--- Work to complete ---
Line by line, copy out the data below exactly.

_ _ _ _ _

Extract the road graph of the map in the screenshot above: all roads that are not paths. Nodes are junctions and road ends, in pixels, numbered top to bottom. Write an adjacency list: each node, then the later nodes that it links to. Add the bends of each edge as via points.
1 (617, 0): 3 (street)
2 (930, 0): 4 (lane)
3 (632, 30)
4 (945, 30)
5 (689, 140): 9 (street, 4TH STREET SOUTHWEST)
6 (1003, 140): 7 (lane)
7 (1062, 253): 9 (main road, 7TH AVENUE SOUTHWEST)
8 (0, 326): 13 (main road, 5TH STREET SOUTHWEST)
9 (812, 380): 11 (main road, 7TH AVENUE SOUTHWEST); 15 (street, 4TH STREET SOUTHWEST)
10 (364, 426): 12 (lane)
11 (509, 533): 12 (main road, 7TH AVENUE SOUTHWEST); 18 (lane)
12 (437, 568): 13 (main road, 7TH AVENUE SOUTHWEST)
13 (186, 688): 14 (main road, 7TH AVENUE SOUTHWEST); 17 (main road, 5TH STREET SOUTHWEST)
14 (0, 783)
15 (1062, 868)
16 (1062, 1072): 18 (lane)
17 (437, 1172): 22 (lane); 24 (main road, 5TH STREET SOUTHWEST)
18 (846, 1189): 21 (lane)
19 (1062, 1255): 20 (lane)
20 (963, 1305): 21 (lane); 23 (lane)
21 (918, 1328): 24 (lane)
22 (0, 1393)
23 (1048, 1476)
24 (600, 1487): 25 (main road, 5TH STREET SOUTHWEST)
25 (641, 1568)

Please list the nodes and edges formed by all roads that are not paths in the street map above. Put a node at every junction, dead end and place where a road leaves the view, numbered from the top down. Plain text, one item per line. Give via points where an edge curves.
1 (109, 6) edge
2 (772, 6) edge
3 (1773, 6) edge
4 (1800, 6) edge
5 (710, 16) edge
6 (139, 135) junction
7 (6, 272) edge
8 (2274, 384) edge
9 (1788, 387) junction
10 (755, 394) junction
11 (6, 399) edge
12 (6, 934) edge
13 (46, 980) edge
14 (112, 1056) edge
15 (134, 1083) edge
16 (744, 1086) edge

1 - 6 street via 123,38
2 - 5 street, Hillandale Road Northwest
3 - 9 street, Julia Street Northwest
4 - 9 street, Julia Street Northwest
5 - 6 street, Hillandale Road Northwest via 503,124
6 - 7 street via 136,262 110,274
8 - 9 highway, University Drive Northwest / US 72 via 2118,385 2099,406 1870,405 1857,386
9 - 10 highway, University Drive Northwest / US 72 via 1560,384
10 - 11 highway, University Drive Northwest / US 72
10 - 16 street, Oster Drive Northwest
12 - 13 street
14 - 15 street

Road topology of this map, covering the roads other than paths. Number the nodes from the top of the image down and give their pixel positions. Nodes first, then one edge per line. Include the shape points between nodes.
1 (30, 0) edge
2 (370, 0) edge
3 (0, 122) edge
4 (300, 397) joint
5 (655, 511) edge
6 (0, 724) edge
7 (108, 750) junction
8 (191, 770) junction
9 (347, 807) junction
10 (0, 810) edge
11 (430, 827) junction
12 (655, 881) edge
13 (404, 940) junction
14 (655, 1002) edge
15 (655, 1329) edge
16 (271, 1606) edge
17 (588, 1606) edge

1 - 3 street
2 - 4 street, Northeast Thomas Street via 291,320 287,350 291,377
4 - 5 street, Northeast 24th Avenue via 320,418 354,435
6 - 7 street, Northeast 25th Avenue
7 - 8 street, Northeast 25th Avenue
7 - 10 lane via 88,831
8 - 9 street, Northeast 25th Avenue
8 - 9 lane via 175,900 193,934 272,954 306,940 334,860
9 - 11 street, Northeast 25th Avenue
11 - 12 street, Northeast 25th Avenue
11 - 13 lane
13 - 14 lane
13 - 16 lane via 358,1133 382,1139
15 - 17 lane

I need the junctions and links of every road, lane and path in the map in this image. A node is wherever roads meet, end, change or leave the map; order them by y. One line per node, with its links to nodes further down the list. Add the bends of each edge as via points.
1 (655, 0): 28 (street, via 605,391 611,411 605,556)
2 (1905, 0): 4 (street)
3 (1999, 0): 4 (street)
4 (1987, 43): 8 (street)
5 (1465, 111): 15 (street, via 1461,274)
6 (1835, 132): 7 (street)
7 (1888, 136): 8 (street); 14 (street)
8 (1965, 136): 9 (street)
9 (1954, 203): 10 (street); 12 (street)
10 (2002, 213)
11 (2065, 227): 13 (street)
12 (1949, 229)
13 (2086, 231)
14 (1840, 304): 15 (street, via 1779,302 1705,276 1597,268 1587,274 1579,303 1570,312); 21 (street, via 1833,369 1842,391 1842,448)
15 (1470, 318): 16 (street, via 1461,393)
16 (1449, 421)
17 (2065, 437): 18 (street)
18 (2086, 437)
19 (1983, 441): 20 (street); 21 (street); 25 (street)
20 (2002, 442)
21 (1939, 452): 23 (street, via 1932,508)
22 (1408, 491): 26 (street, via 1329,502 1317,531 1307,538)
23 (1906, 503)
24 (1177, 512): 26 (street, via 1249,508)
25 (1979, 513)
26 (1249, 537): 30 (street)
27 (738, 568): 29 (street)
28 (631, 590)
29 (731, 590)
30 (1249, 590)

_ _ _ _ _

--- Exercise solution ---
Extract the road graph of the map in the screenshot above: all roads that are not paths. Nodes are junctions and road ends, in pixels, numbered top to bottom. Write an adjacency list: each node, then the later nodes that it links to. Add the bends of each edge as via points.
1 (617, 0): 3 (street)
2 (930, 0): 4 (lane)
3 (632, 30)
4 (945, 30)
5 (689, 140): 9 (street, 4TH STREET SOUTHWEST)
6 (1003, 140): 7 (lane)
7 (1062, 253): 9 (main road, 7TH AVENUE SOUTHWEST)
8 (0, 326): 13 (main road, 5TH STREET SOUTHWEST)
9 (812, 380): 11 (main road, 7TH AVENUE SOUTHWEST); 15 (street, 4TH STREET SOUTHWEST)
10 (364, 426): 12 (lane)
11 (509, 533): 12 (main road, 7TH AVENUE SOUTHWEST); 18 (lane)
12 (437, 568): 13 (main road, 7TH AVENUE SOUTHWEST)
13 (186, 688): 14 (main road, 7TH AVENUE SOUTHWEST); 17 (main road, 5TH STREET SOUTHWEST)
14 (0, 783)
15 (1062, 868)
16 (1062, 1072): 18 (lane)
17 (437, 1172): 22 (lane); 24 (main road, 5TH STREET SOUTHWEST)
18 (846, 1189): 21 (lane)
19 (1062, 1255): 20 (lane)
20 (963, 1305): 21 (lane); 23 (lane)
21 (918, 1328): 24 (lane)
22 (0, 1393)
23 (1048, 1476)
24 (600, 1487): 25 (main road, 5TH STREET SOUTHWEST)
25 (641, 1568)

Please list the nodes and edges formed by all roads that are not paths in the street map above. Put a node at every junction, dead end and place where a road leaves the view, numbered from the top down. Plain text, one item per line. Give via points where an edge curves.
1 (109, 6) edge
2 (772, 6) edge
3 (1773, 6) edge
4 (1800, 6) edge
5 (710, 16) edge
6 (139, 135) junction
7 (6, 272) edge
8 (2274, 384) edge
9 (1788, 387) junction
10 (755, 394) junction
11 (6, 399) edge
12 (6, 934) edge
13 (46, 980) edge
14 (112, 1056) edge
15 (134, 1083) edge
16 (744, 1086) edge

1 - 6 street via 123,38
2 - 5 street, Hillandale Road Northwest
3 - 9 street, Julia Street Northwest
4 - 9 street, Julia Street Northwest
5 - 6 street, Hillandale Road Northwest via 503,124
6 - 7 street via 136,262 110,274
8 - 9 highway, University Drive Northwest / US 72 via 2118,385 2099,406 1870,405 1857,386
9 - 10 highway, University Drive Northwest / US 72 via 1560,384
10 - 11 highway, University Drive Northwest / US 72
10 - 16 street, Oster Drive Northwest
12 - 13 street
14 - 15 street

Road topology of this map, covering the roads other than paths. Number the nodes from the top of the image down and give their pixel positions. Nodes first, then one edge per line. Include the shape points between nodes.
1 (30, 0) edge
2 (370, 0) edge
3 (0, 122) edge
4 (300, 397) joint
5 (655, 511) edge
6 (0, 724) edge
7 (108, 750) junction
8 (191, 770) junction
9 (347, 807) junction
10 (0, 810) edge
11 (430, 827) junction
12 (655, 881) edge
13 (404, 940) junction
14 (655, 1002) edge
15 (655, 1329) edge
16 (271, 1606) edge
17 (588, 1606) edge

1 - 3 street
2 - 4 street, Northeast Thomas Street via 291,320 287,350 291,377
4 - 5 street, Northeast 24th Avenue via 320,418 354,435
6 - 7 street, Northeast 25th Avenue
7 - 8 street, Northeast 25th Avenue
7 - 10 lane via 88,831
8 - 9 street, Northeast 25th Avenue
8 - 9 lane via 175,900 193,934 272,954 306,940 334,860
9 - 11 street, Northeast 25th Avenue
11 - 12 street, Northeast 25th Avenue
11 - 13 lane
13 - 14 lane
13 - 16 lane via 358,1133 382,1139
15 - 17 lane

I need the junctions and links of every road, lane and path in the map in this image. A node is wherever roads meet, end, change or leave the map; order them by y. One line per node, with its links to nodes further down the list. Add the bends of each edge as via points.
1 (655, 0): 28 (street, via 605,391 611,411 605,556)
2 (1905, 0): 4 (street)
3 (1999, 0): 4 (street)
4 (1987, 43): 8 (street)
5 (1465, 111): 15 (street, via 1461,274)
6 (1835, 132): 7 (street)
7 (1888, 136): 8 (street); 14 (street)
8 (1965, 136): 9 (street)
9 (1954, 203): 10 (street); 12 (street)
10 (2002, 213)
11 (2065, 227): 13 (street)
12 (1949, 229)
13 (2086, 231)
14 (1840, 304): 15 (street, via 1779,302 1705,276 1597,268 1587,274 1579,303 1570,312); 21 (street, via 1833,369 1842,391 1842,448)
15 (1470, 318): 16 (street, via 1461,393)
16 (1449, 421)
17 (2065, 437): 18 (street)
18 (2086, 437)
19 (1983, 441): 20 (street); 21 (street); 25 (street)
20 (2002, 442)
21 (1939, 452): 23 (street, via 1932,508)
22 (1408, 491): 26 (street, via 1329,502 1317,531 1307,538)
23 (1906, 503)
24 (1177, 512): 26 (street, via 1249,508)
25 (1979, 513)
26 (1249, 537): 30 (street)
27 (738, 568): 29 (street)
28 (631, 590)
29 (731, 590)
30 (1249, 590)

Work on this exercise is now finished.